1958Δ La Tirana (ES) de Juan de Orduña ; Orduña Films, 93 min. – av. Paquita Rico (La Tirana), Virgilio Teixera (Francisco de Goya), Luz Márquez (Maria Cayetana, duchesse d’Albe). – Vie de la tragédienne Rosario Fernández « La Tirana » (1755-1803), une amie de Goya – dont il fit le portrait en 1799 – et la maîtresse du duc de Fornells.
1958The Naked Maja (Goya) / La Maja desnuda / La Maja nue (IT/US/FR) d’Henry Koster [et Mario Russo]
Goffredo Lombardo, Silvio Clementelli/Titanus Film (Roma)-Metro-Goldwyn-Mayer-[United Artists]-Société Générale de Cinématographie (S.G.C., Paris), 112 min. – av. Ava Gardner (Maria Cayetana, duchesse d’Albe), Tony Franciosa (Francisco de Goya), Amedeo Nazzari (Manuel Godoy), Massimo Serato (comte Rodrigo Sanchez), Renzo Cesana (Francisco Bayeu), Lea Padovani (la reine consort Maria Luisa de Bourbon-Parme), Leonardo Botta (Ferdinand, prince des Asturies [futur Ferdinand VII]), Gino Cervi (Carlos IV), Nadia Balabine (Charlotte-Joaquime de Bourbon, princesse de Portugal), Carlo Rizzo (Juanito), Audrey McDonald (Anita), Ivana Kislinger (Pepa), Carlo Giustini (José), Patrick Rean (Enrique), Carmen Mora (ballerine), Peter Meersman (Dr. Peral), John Karlsen (l’Inquisiteur), Tonio Selwart (Aranda), Erminio Spalla (Rojas), Pamela Sharp (Maria Isabela), Paul Muller (l’ambassadeur français), Gustavo De Nardo (le prêtre), Yemiko Fullwood (Maria de la Luz dite « La Negrita », fille adoptive de la duchesse d’Albe), Andrea Esterhazy (comte de Fuentes), Giuseppe Giardina (Luigi de Parme), Enzo Fiermonte (Navarre).

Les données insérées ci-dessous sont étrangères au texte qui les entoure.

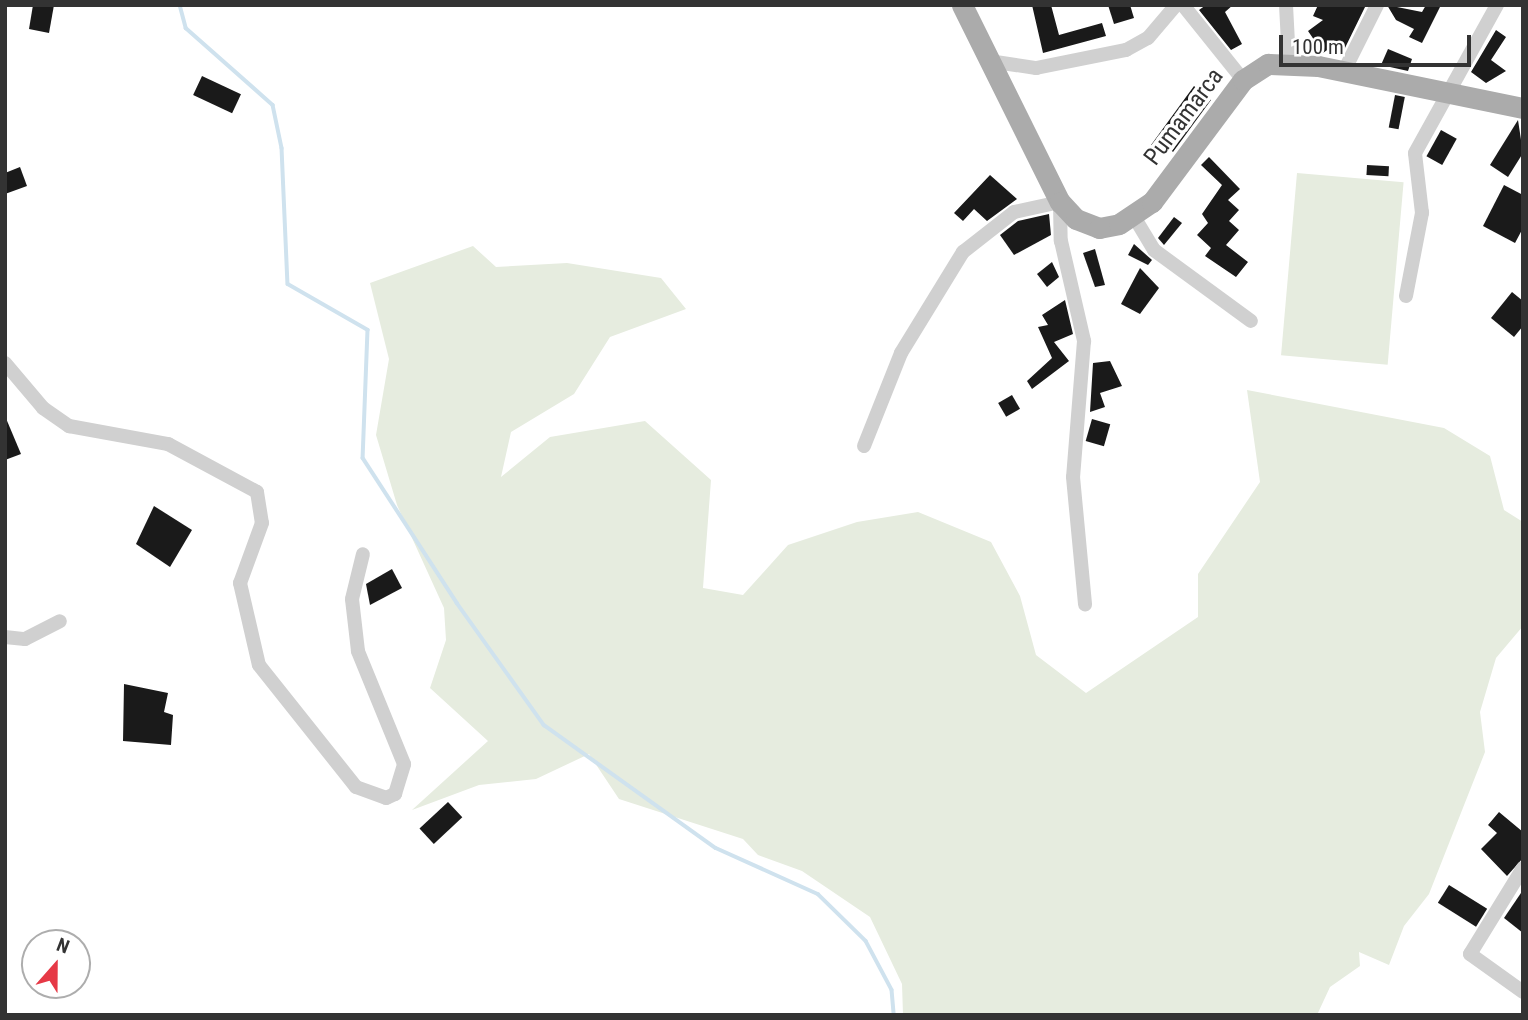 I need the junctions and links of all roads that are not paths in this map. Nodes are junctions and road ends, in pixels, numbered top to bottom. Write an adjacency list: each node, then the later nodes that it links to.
1 (962, 5): 7 (main road, Pumamarca)
2 (1176, 5): 7 (street)
3 (1183, 5): 10 (street)
4 (1286, 5): 8 (street)
5 (1377, 5): 9 (street)
6 (1497, 5): 11 (street)
7 (989, 61): 13 (main road, Pumamarca)
8 (1289, 62): 9 (main road, Pumamarca); 10 (main road, Pumamarca)
9 (1344, 71): 11 (main road, Pumamarca)
10 (1243, 80): 14 (main road, Pumamarca)
11 (1448, 92): 12 (main road, Pumamarca); 15 (street)
12 (1523, 108)
13 (1059, 202): 14 (main road, Pumamarca); 18 (street); 20 (street)
14 (1133, 215): 16 (street)
15 (1406, 296)
16 (1251, 321)
17 (5, 363): 19 (street)
18 (864, 446)
19 (363, 554)
20 (1085, 604)
21 (60, 621): 22 (street)
22 (5, 637)
23 (1523, 868): 24 (street)
24 (1523, 992)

Synopsis : Goya assiste outré à la mort par le feu d’une « hérétique » sur ordre de l’Inquisition. Lors d’une rixe d’ivrognes dans un estaminet madrilène, Goya sauve d’embarras la duchesse d’Albe, Maria Cayetana, qui aime fréquenter les lieux mal famés, habitude que condamne la reine d’Espagne, son ennemie. Fasciné par la beauté de la duchesse, le peintre lui promet de faire son portrait, celle-ci l’invite à une soirée dans son palais, mais des pressions de la cour l’empêchent de s’y rendre. Dans les fresques de la coupole de la chapelle royale à San Antonio de la Florida, Goya, obsédé par « la réalité ici-bas », remplace la noblesse par le petit peuple, Charles VI est désemparé, mais Godoy, Premier ministre et amant de la reine, couvre l’artiste d’éloges. Il est nommé peintre de la cour. Tandis que la rue entre en effervescence, accusant Godoy de pactiser avec Napoléon, Goya protège à nouveau la duchesse ; ils s’avouent leur passion. Au petit matin, dans son palais, Maria Cayetana surprend Godoy et ses policiers : en raison de ses lectures interdites (Voltaire, Montesquieu, Rousseau) et de ses fréquentations douteuses, la duchesse est exilée pour une année à Sanlúcar de Barrameda, en Andalousie – à moins qu’elle accepte de travailler pour Napoléon et lui-même, ce qu’elle refuse. Goya la suit secrètement en exil, ils deviennent amants. Lors d’une visite surprise, Godoy découvre leur liaison et, à la vue de la Maja nue, menace de faire arrêter Goya par l’Inquisition s’il ne retourne pas immédiatement à Madrid. Pour faire partir le peintre, la duchesse feint de ne plus l’aimer. Goya sombre dans le désespoir, ses cauchemars se reflètent dans sa peinture. L’Inquisition s’attaque aux Capriccios et à la Maja, mais Godoy sauve Goya en espérant, en contrepartie, la collaboration de la duchesse. Comme elle s’obstine dans son refus, il ordonne son assassinat par lent empoisonnement. La capitale se soulève contre les Français le jour où Goya apprend que Maria Cayetana est gravement malade. Les rues sont baignées de sang, la foule lynche Godoy tandis que la duchesse expire dans les bras du peintre qui a enfin compris quel fut l’héroïque déchirement de sa bien-aimée (après une agonie cinématographique de huit minutes, digne de La Dame aux camélias).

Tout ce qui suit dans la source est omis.